Assisted suicide remains a controversial subject

Alexa Blaise Chandler, Photo & Art Editor

Mandated by law in Oregon, Washington, Vermont, California, Colorado and the District of Columbia, assisted suicide is a physician-administered death delivered to a patient after the patient is diagnosed with a terminal illness and has less than six months to live.

Spurring “Right-to-Die” back in 2014, Brittany Maynard, 29, was diagnosed with terminal brain cancer and moved from her home state of California to Oregon to end her life via doctor-prescribed barbiturates.

Under Oregon’s Death with Dignity laws, first passed in 1997, patients diagnosed with terminal illness are lawfully able to take prescribed life-ending drugs. Following the Maynard Incident, California legislatures ventured into a similar format and created a bill granting that same right to Californians, the End of Life Option Act in 2015.

Despite the slow admittance into the legislature, assisted suicide is still a heavily debated topic within the medical community, with some deeming it to be inhumane and others seeing it as a relief from future pain.

Soo Borson, an expert in Geriatrics and Psychiatry at the University of Washington said,   “Most of us have trouble imagining so far in advance what we would have to lose before we, in our present state of mind, would judge our future, deeply demented selves, no longer desirous of living. At the same time, families of very demented patients often tell me: ‘If he only knew how he’s living now, he would never agree to this.’”

Oftentimes, patients with debilitating diseases become too sick after diagnosis to act of sound mind to pursue a course of assisted suicide, which is only available within six months of death. When this occurs, those with living wills or Power of Attorney have the right to decide the future of the diseased individual.

According to assistedsuicide.org, “The degree to which physical pain and psychological distress can be tolerated is different in all humans. Quality of life judgments are private and personal, thus only the sufferer can make relevant decisions. [However], Advance Directives (Living Wills) and Durable Powers of Attorney for Health Care must be respectfully considered by medical professionals at all times.”
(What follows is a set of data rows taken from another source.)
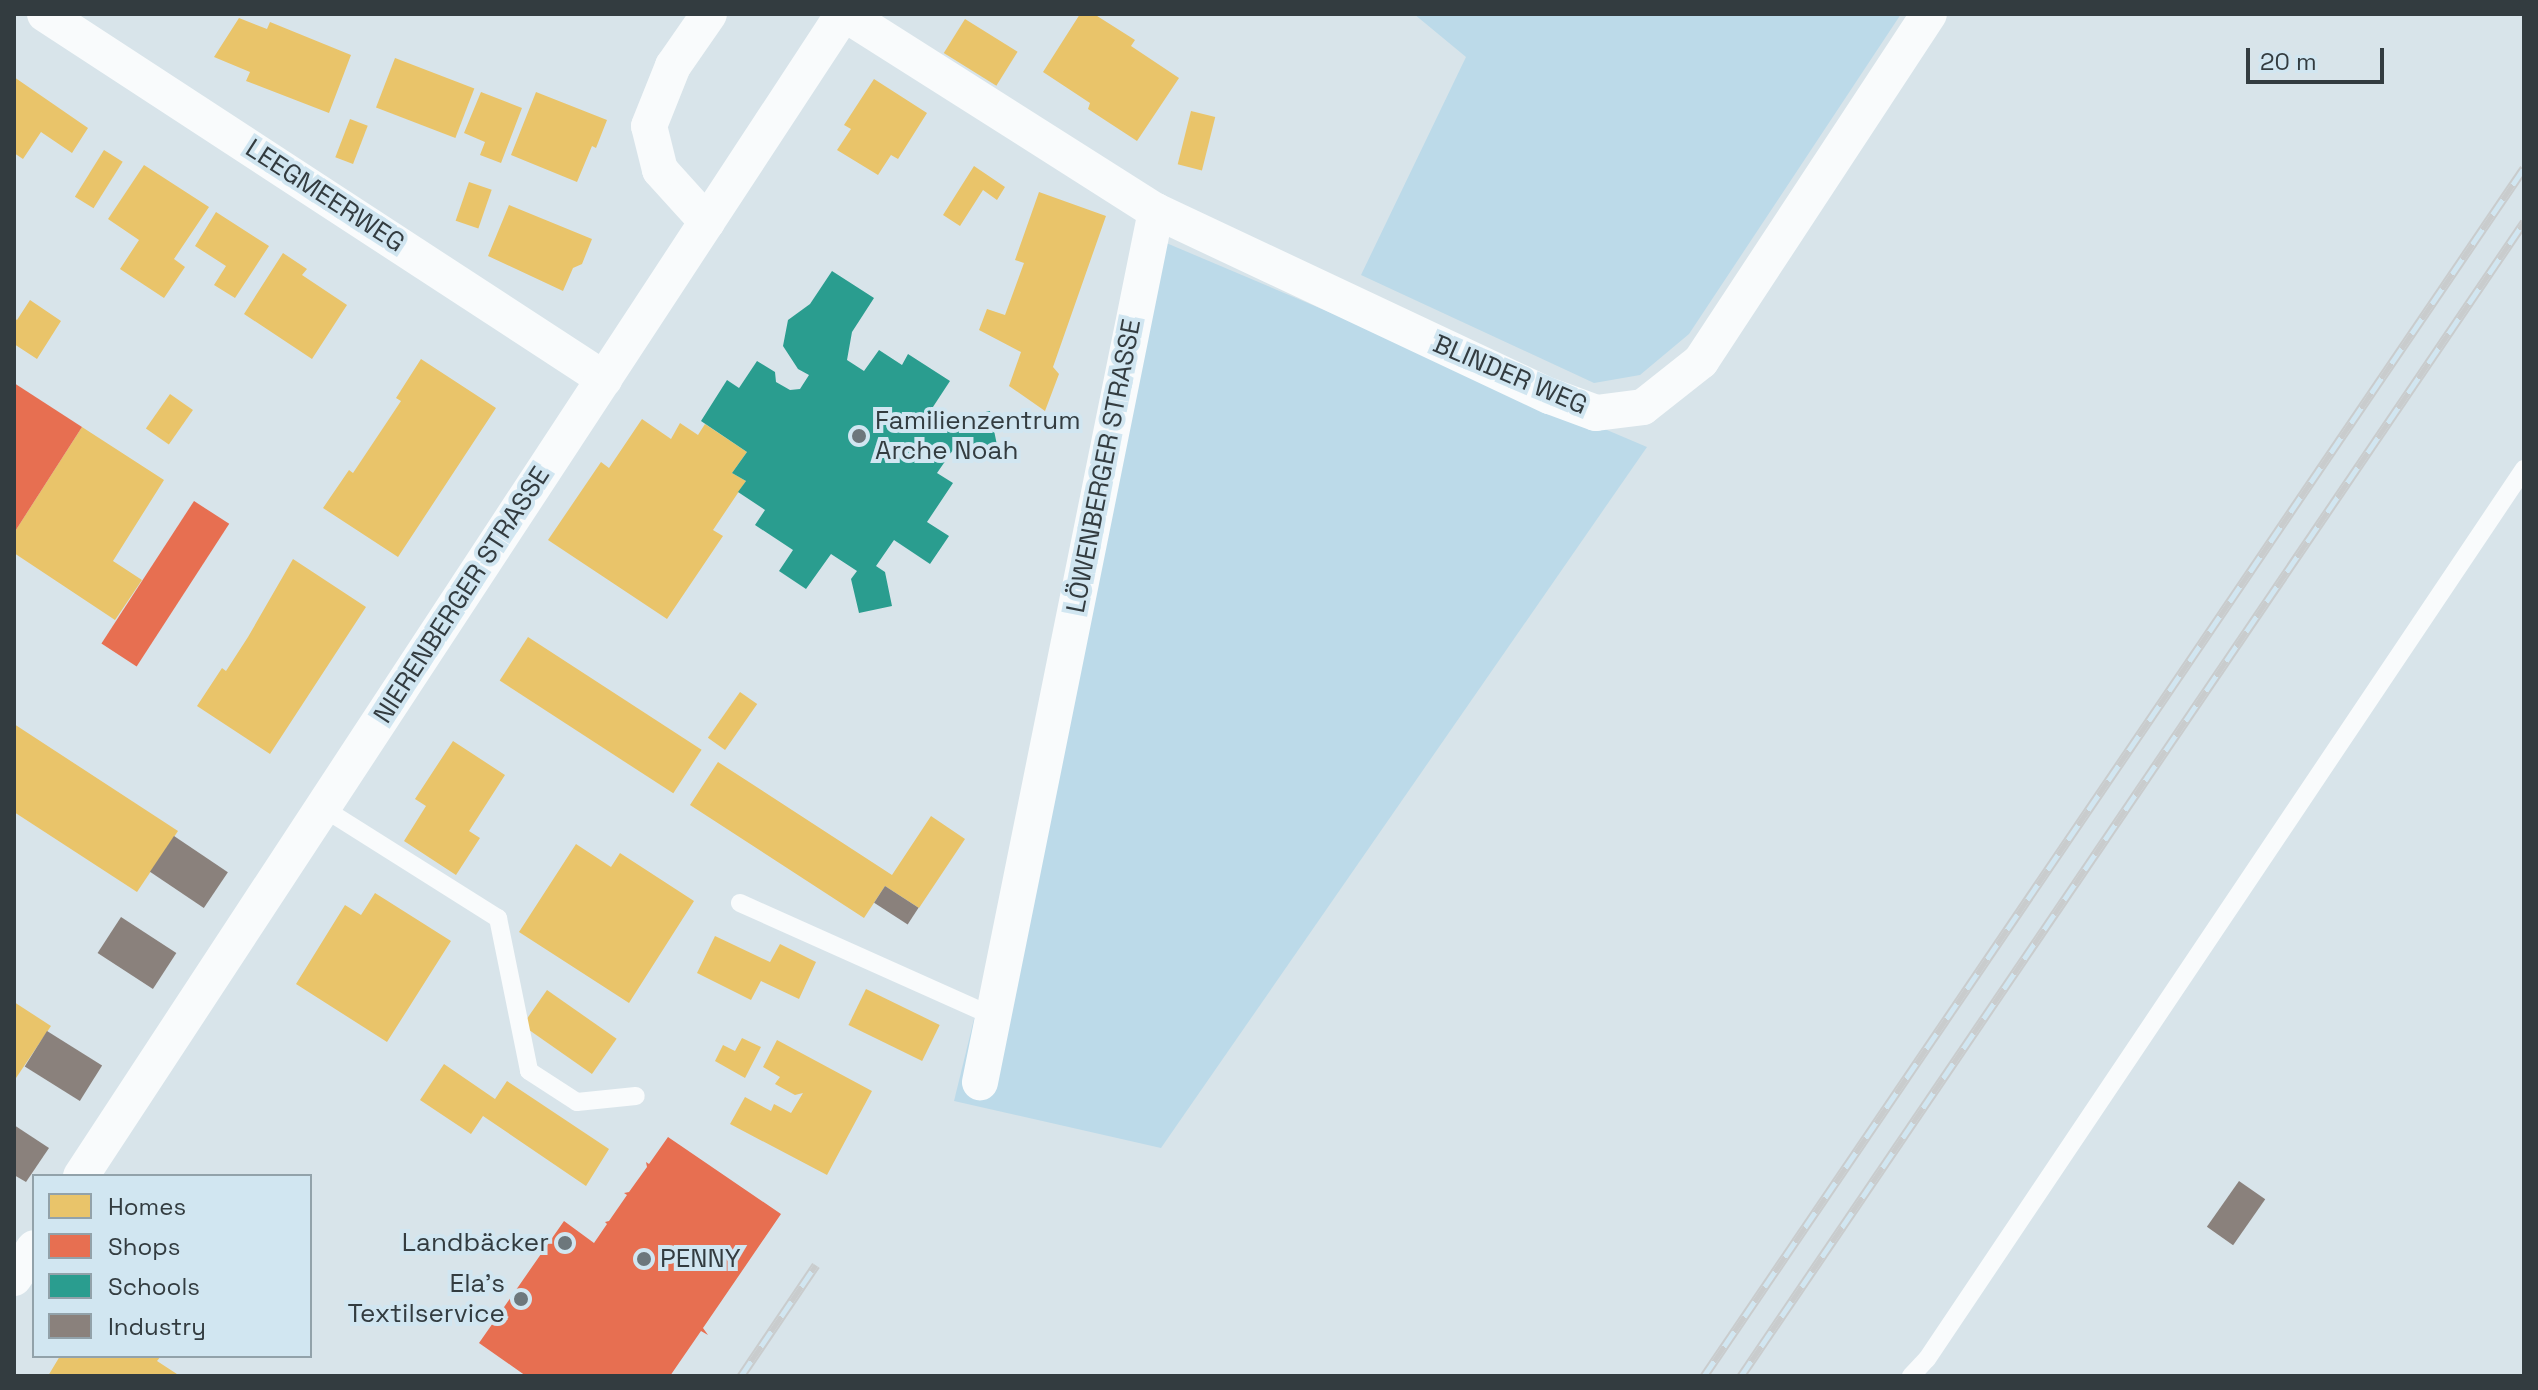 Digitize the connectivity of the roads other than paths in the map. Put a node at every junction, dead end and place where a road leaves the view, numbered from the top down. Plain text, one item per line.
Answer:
1 (45, 14) edge
2 (709, 14) edge
3 (844, 14) edge
4 (1929, 14) edge
5 (1156, 211) junction
6 (707, 222) junction
7 (604, 379) junction
8 (2524, 469) edge
9 (323, 808) junction
10 (740, 903) dead end
11 (993, 1016) junction
12 (980, 1082) dead end
13 (636, 1096) dead end
14 (82, 1174) edge
15 (32, 1251) edge
16 (14, 1278) edge
17 (1911, 1376) edge

1 - 7 street, LEEGMEERWEG
2 - 6 street
3 - 5 street
3 - 6 street, NIERENBERGER STRASSE
4 - 5 street, BLINDER WEG
5 - 11 street, LÖWENBERGER STRASSE
6 - 7 street, NIERENBERGER STRASSE
7 - 9 street, NIERENBERGER STRASSE
8 - 17 lane
9 - 13 lane
9 - 14 street, NIERENBERGER STRASSE
10 - 11 lane
11 - 12 street, LÖWENBERGER STRASSE
15 - 16 street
   Nevertheless, medical professionals still argue the legality and necessity for physician-assisted suicides.

“Our primary role in society is to protect and preserve life while recognizing that our care extends to people who are facing the natural end of life. As a palliative medicine specialist, I know from years of experience that it is possible to alleviate pain and other physical suffering and enable patients to die gently,” said Ira Byock, director of palliative care at Dartmouth-Hitchcock Medical Center in Lebanon, N.H. “Physicians who remain confused about the difference between killing a patient and allowing a patient to die should not be practicing medicine.”

Under the legal aspects of the laws in qualifying states, as long as the person is of sound mind, terminally ill and has an estimated 6 months of life on this earth, they have the right to a physician-assisted suicide. But these rules don’t apply to patients with dementia or Alzheimer’s, who, after diagnosis, become unable to make such decisions within the arranged time limit.

“There is good reason to think that people… are at greater risk when aid in dying is relegated to the secret and unregulated underground than when it is brought into the open and regulated strictly,” said David Orentlicher, law and medicine professor at Indiana University.